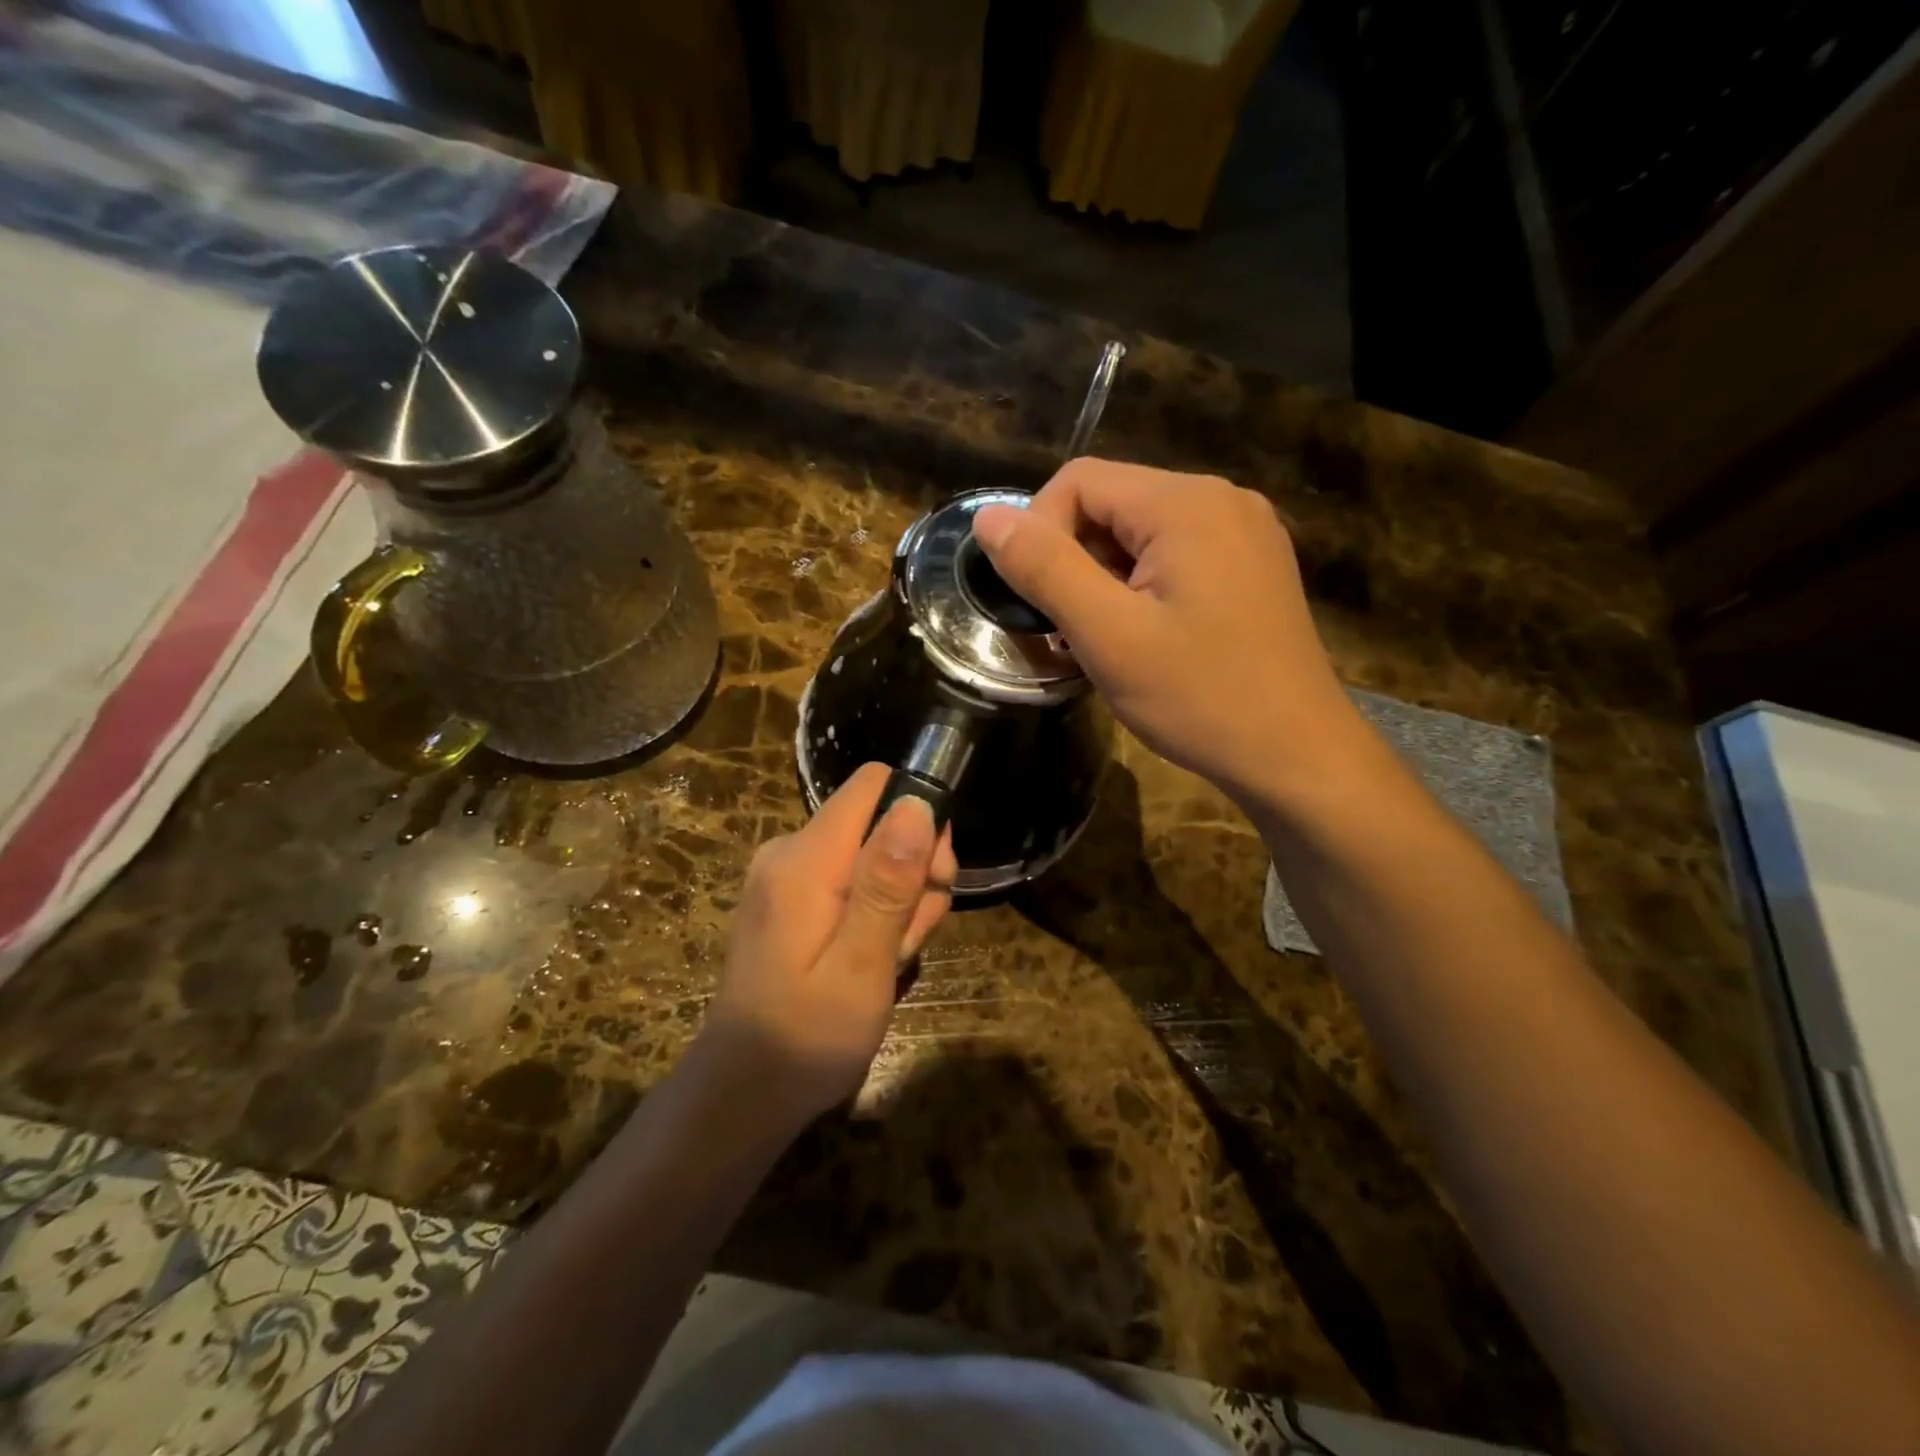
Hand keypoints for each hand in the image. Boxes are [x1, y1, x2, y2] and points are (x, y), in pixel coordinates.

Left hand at [698, 763, 956, 1125]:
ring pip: (873, 854)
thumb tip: (916, 804)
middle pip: (878, 820)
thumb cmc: (807, 1038)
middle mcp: (791, 852)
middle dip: (914, 869)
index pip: (874, 784)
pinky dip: (877, 912)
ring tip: (893, 958)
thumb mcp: (862, 966)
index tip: (936, 872)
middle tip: (917, 932)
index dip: (918, 813)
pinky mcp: (792, 899)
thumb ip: (888, 883)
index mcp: (805, 859)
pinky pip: (851, 881)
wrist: (743, 1093)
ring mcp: (788, 876)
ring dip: (901, 899)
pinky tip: (876, 958)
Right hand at [973, 459, 1364, 807]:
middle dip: (1074, 560)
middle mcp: (1222, 500)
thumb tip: (988, 517)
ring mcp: (1245, 533)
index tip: (1038, 602)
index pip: (1079, 481)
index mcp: (1187, 503)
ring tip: (1104, 640)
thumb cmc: (1199, 697)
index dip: (1039, 532)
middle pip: (1112, 503)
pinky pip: (1176, 555)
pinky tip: (1145, 636)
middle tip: (1068, 629)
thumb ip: (1045, 568)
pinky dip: (1141, 586)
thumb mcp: (1108, 635)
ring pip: (1141, 533)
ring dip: (1104, 578)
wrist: (1296, 756)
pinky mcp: (1253, 566)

□ □ □

**PROBLEM DESCRIPTION:**
Please give again the entries word for word, starting at the first line and ending with the line that contains "pinky dip: (877, 912)"; include both of those lines but none of the pictures.

**WRITTEN ANSWER:**
Hand keypoints for each hand in the image. Boxes are [x1, y1, x2, y2] and points are (x, y), in pixel coordinates.

Left hand at [698, 763, 956, 1125]:
ring pip: (873, 854)
thumb tip: (916, 804)
middle pip: (878, 820)
thumb cmc: (807, 1038)
middle mcp: (791, 852)
middle dip: (914, 869)
index pip: (874, 784)
pinky dip: (877, 912)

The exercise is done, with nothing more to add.